Extracted data entries
════════════════

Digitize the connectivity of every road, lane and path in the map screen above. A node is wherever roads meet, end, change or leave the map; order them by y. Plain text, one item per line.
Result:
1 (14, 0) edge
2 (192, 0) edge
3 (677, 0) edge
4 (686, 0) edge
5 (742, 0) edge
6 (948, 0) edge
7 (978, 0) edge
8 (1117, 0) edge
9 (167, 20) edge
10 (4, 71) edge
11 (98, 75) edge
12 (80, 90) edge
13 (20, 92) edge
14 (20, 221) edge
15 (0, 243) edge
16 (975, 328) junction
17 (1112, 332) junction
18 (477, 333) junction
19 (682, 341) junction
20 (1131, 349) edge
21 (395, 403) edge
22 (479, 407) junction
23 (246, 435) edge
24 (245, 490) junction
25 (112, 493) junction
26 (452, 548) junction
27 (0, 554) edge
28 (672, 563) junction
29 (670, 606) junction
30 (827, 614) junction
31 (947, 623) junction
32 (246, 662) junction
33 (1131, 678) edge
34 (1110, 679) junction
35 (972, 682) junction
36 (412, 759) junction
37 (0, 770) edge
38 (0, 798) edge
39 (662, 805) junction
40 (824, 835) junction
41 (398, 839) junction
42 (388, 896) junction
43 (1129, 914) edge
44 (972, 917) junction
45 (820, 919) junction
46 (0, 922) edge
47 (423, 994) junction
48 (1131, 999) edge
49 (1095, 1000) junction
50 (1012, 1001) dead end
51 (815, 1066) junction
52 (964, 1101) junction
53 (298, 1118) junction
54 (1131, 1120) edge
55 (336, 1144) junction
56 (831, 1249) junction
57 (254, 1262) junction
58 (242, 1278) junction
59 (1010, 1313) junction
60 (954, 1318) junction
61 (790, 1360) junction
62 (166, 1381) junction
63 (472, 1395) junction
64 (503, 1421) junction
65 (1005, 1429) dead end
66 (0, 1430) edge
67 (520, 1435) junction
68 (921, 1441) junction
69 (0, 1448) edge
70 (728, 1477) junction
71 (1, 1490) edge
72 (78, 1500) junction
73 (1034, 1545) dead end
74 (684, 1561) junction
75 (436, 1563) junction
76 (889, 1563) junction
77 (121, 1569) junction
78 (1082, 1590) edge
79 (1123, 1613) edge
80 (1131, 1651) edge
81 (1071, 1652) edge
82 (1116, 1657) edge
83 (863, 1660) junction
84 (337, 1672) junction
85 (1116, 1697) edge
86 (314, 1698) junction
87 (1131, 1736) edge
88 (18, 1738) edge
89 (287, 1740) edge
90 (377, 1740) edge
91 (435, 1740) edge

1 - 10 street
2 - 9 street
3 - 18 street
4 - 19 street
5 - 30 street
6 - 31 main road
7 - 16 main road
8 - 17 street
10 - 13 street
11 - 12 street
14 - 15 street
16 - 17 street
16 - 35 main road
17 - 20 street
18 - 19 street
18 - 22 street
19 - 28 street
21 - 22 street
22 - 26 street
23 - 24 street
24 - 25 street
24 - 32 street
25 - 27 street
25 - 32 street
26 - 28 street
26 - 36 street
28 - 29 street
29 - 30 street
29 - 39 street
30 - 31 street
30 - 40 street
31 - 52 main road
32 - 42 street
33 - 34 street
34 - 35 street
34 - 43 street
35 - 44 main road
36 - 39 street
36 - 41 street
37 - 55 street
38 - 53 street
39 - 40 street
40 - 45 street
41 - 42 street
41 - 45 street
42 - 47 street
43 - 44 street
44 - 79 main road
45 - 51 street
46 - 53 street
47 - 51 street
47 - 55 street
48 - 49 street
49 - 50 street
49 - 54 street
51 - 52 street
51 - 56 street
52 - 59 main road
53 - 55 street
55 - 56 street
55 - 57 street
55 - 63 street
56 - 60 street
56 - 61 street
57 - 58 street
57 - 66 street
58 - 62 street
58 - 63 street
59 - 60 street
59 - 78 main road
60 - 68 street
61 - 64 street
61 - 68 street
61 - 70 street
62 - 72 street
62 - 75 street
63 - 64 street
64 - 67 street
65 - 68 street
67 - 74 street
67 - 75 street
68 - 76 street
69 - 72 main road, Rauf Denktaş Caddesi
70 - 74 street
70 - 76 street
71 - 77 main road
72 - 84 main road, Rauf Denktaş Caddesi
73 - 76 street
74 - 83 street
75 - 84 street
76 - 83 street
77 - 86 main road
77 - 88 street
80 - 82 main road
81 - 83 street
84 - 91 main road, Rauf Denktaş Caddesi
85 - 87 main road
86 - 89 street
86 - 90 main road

════════════════

[TASK]:
All lines of the data above must be repeated exactly.

[TASK SOLUTION]:
Digitize the connectivity of every road, lane and path in the map screen above. A node is wherever roads meet, end, change or leave the map; order them by y. Plain text, one item per line.
Result:
1 (14, 0) edge
2 (192, 0) edge
3 (677, 0) edge
4 (686, 0) edge
5 (742, 0) edge
6 (948, 0) edge
7 (978, 0) edge
8 (1117, 0) edge
9 (167, 20) edge
10 (4, 71) edge
11 (98, 75) edge
12 (80, 90) edge
13 (20, 92) edge
14 (20, 221) edge
15 (0, 243) edge
16 (975, 328) junction
17 (1112, 332) junction
18 (477, 333) junction
19 (682, 341) junction
20 (1131, 349) edge
21 (395, 403) edge
22 (479, 407) junction
23 (246, 435) edge
24 (245, 490) junction
25 (112, 493) junction
26 (452, 548) junction
27 (0, 554) edge
28 (672, 563) junction
29 (670, 606) junction
30 (827, 614) junction
31 (947, 623) junction
32 (246, 662) junction
33 (1131, 678) edge
34 (1110, 679) junction
35 (972, 682) junction
36 (412, 759) junction
37 (0, 770) edge
38 (0, 798) edge
39 (662, 805) junction
40 (824, 835) junction
41 (398, 839) junction
42 (388, 896) junction
43 (1129, 914) edge
44 (972, 917) junction
45 (820, 919) junction
46 (0, 922) edge
47 (423, 994) junction
48 (1131, 999) edge
49 (1095, 1000) junction
50 (1012, 1001) dead end
51 (815, 1066) junction
52 (964, 1101) junction
53 (298, 1118) junction
54 (1131, 1120) edge
55 (336, 1144) junction
56 (831, 1249) junction
57 (254, 1262) junction
58 (242, 1278) junction
59 (1010, 1313) junction
60 (954, 1318) junction
61 (790, 1360) junction
62 (166, 1381) junction
63 (472, 1395) junction
64 (503, 1421) junction
65 (1005, 1429) dead end
66 (0, 1430) edge
67 (520, 1435) junction
68 (921, 1441) junction
69 (0, 1448) edge
70 (728, 1477) junction
71 (1, 1490) edge
72 (78, 1500) junction
73 (1034, 1545) dead end
74 (684, 1561) junction
75 (436, 1563) junction
76 (889, 1563) junction
77 (121, 1569) junction
78 (1082, 1590) edge
79 (1123, 1613) edge
80 (1131, 1651) edge
81 (1071, 1652) edge
82 (1116, 1657) edge
83 (863, 1660) junction
84 (337, 1672) junction
85 (1116, 1697) edge
86 (314, 1698) junction
87 (1131, 1736) edge
88 (18, 1738) edge
89 (287, 1740) edge
90 (377, 1740) edge
91 (435, 1740) edge

1 - 10 street
2 - 9 street
3 - 18 street
4 - 19 street
5 - 30 street
6 - 31 main road
7 - 16 main road
8 - 17 street
10 - 13 street
11 - 12 street
14 - 15 street
16 - 17 street
16 - 35 main road
17 - 20 street
18 - 19 street
18 - 22 street
19 - 28 street
21 - 22 street
22 - 26 street
23 - 24 street
24 - 25 street
24 - 32 street
25 - 27 street
25 - 32 street
26 - 28 street
26 - 36 street
28 - 29 street
29 - 30 street
29 - 39 street
30 - 31 street
30 - 40 street
31 - 52 main road
32 - 42 street
33 - 34 street
34 - 35 street
34 - 43 street
35 - 44 main road
36 - 39 street
36 - 41 street
37 - 55 street
38 - 53 street
39 - 40 street
40 - 45 street
41 - 42 street
41 - 45 street
42 - 47 street
43 - 44 street
44 - 79 main road
45 - 51 street
46 - 53 street
47 - 51 street
47 - 55 street
48 - 49 street
49 - 50 street
49 - 54 street
51 - 52 street
51 - 56 street
52 - 59 main road
53 - 55 street
55 - 56 street
55 - 57 street
55 - 63 street
56 - 60 street
56 - 61 street
57 - 58 street
57 - 66 street
58 - 62 street
58 - 63 street
59 - 60 street
59 - 78 main road
60 - 68 street
61 - 64 street
61 - 68 street
61 - 70 street
62 - 72 street
62 - 75 street
63 - 64 street
64 - 67 street
65 - 68 street
67 - 74 street
67 - 75 street
68 - 76 street
69 - 72 main road, Rauf Denktaş Caddesi
70 - 74 street
70 - 76 street
71 - 77 main road
72 - 84 main road, Rauf Denktaş Caddesi
73 - 76 street
74 - 83 street
75 - 84 street
76 - 83 street
77 - 86 main road
77 - 88 street
80 - 82 main road
81 - 83 street
84 - 91 main road, Rauf Denktaş Caddesi
85 - 87 main road
86 - 89 street
86 - 90 main road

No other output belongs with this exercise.